Chronic Helicobacter pylori infection is the major risk factor for gastric cancer (GC). However, only some infected individuals develop this neoplasia. Previous H. pylori serology studies have been limited by investigating small numbers of candidate antigens. Therefore, we evaluated humoral responses to a nearly complete H. pylori immunoproteome (1527 proteins) among 50 GC cases and 50 controls using Nucleic Acid Programmable Protein Array (NAPPA). Seropositivity was defined as median normalized intensity ≥2 on NAPPA, and 53 anti-H. pylori antibodies had >10% seroprevalence.
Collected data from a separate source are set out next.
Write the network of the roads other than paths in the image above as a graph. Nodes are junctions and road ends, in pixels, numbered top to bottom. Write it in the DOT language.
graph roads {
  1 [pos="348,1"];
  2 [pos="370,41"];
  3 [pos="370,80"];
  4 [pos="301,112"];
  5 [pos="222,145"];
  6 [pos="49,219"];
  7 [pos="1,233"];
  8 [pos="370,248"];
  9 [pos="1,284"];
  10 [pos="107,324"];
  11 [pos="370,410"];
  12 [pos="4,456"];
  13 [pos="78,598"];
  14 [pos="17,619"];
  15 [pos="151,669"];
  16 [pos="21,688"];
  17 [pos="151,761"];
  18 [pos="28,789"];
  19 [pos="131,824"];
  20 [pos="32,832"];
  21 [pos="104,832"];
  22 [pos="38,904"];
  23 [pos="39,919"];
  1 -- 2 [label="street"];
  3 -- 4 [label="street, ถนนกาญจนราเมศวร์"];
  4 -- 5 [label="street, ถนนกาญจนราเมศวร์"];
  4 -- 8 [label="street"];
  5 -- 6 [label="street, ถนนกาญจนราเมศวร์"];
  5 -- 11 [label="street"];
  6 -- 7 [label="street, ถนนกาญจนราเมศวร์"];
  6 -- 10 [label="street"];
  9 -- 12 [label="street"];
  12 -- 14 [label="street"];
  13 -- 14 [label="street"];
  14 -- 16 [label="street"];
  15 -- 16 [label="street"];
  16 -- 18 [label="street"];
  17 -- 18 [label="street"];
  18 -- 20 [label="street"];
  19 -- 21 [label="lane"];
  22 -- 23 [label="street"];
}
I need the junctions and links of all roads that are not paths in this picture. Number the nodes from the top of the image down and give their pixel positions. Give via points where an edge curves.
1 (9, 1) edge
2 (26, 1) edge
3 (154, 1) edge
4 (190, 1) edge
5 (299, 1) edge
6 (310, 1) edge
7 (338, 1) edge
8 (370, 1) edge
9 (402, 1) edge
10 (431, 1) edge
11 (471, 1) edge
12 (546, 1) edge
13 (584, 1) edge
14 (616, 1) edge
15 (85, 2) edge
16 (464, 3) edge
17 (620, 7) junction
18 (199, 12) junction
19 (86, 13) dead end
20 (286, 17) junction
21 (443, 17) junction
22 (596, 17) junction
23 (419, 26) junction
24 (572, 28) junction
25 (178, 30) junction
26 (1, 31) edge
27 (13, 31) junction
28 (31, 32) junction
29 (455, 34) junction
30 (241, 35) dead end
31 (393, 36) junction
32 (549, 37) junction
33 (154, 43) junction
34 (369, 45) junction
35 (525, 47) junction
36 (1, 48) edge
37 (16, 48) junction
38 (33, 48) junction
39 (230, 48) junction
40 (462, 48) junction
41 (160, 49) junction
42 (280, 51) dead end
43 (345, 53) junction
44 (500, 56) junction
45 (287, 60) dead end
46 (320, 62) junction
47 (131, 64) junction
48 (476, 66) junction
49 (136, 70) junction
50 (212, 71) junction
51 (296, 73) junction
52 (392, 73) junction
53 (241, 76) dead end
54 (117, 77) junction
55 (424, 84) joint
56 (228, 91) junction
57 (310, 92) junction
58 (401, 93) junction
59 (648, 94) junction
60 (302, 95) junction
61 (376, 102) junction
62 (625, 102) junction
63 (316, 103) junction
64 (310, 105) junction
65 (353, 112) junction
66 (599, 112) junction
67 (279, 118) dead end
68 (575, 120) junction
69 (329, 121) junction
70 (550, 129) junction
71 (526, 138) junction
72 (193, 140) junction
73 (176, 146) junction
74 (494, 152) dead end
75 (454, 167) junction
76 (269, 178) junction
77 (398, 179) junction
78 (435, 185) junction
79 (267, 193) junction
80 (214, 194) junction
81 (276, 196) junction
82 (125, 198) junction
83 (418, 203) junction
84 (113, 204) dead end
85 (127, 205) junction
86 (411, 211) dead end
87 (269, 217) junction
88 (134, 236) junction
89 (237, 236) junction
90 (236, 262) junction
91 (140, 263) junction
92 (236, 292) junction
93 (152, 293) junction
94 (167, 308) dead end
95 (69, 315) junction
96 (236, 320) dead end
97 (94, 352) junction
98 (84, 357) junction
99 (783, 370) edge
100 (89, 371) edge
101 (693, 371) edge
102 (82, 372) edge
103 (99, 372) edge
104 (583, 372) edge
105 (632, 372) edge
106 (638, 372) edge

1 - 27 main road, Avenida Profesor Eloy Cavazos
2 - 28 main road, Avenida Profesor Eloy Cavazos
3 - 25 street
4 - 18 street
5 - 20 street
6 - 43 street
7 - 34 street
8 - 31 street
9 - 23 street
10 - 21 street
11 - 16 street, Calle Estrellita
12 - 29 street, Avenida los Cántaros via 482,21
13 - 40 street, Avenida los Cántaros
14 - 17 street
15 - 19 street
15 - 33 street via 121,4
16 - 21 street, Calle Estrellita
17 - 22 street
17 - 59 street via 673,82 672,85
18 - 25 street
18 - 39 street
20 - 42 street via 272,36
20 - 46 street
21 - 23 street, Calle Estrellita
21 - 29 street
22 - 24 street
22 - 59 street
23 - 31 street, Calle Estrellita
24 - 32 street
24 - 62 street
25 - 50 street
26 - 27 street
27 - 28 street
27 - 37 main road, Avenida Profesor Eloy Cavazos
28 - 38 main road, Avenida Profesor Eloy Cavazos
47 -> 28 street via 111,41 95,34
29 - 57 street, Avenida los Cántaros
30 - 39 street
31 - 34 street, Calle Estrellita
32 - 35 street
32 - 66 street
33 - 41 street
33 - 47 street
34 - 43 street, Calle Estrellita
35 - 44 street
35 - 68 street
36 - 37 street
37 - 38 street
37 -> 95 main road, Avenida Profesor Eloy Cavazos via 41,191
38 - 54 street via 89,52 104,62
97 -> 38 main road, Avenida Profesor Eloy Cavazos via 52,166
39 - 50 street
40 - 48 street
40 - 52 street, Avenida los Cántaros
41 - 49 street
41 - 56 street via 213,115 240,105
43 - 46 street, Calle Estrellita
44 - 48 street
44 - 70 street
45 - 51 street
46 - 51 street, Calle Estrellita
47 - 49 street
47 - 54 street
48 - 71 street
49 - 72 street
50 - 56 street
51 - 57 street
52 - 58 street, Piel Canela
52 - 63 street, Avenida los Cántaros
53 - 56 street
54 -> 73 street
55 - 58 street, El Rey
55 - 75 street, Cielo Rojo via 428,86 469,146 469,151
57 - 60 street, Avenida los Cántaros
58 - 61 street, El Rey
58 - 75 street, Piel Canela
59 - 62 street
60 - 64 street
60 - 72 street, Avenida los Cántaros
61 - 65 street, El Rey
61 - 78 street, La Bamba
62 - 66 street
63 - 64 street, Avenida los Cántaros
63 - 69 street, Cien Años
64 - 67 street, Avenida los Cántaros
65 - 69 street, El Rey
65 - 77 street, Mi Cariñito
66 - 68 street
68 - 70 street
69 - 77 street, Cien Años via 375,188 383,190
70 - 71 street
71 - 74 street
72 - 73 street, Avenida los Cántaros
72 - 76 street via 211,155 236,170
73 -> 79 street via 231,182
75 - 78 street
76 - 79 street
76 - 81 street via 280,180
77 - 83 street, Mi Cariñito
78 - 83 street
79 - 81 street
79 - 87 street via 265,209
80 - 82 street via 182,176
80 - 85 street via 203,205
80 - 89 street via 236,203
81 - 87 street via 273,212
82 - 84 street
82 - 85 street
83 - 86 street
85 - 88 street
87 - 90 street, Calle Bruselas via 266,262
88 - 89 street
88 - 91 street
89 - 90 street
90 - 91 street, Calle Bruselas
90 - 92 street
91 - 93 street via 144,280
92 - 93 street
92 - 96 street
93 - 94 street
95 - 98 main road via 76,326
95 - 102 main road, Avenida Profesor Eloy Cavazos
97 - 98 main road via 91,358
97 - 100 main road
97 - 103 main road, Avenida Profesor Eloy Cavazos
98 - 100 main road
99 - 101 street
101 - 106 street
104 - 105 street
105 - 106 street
Anti-GroEL exhibited the greatest seroprevalence (77% overall), which agreed well with ELISA using whole-cell lysates of H. pylori cells. After an initial screen by H. pylori-NAPPA, we discovered and verified that 12 antibodies by ELISA in controls had ≥15% of samples with an optical reading value exceeding the 95th percentile of the GC group. ELISA-verified antibodies were validated blindly in an independent set of 100 case-control pairs. As expected, anti-CagA seropositivity was positively associated with GC (odds ratio, OR = 5.5; p < 0.05). After validation, six anti-H. pylori antibodies showed lower seropositivity in GC, with ORs ranging from 0.44 to 0.12 (p < 0.05): anti-HP1118/Ggt, anti-HP0516/HsIU, anti-HP0243/NapA, anti-HP1293/RpoA, anti-HP0371/FabE, and anti-HP0875/KatA. Among all combinations, a model with anti-Ggt, anti-HslU, anti-NapA, and anti-CagA had an area under the curve of 0.73 for discriminating GC vs. controls. This study represents the first comprehensive assessment of anti-H. pylori humoral profiles in GC. Decreased responses to multiple proteins in GC may reflect mucosal damage and decreased bacterial burden. The higher prevalence of specific anti-H. pylori antibodies in controls may suggest immune protection against GC development.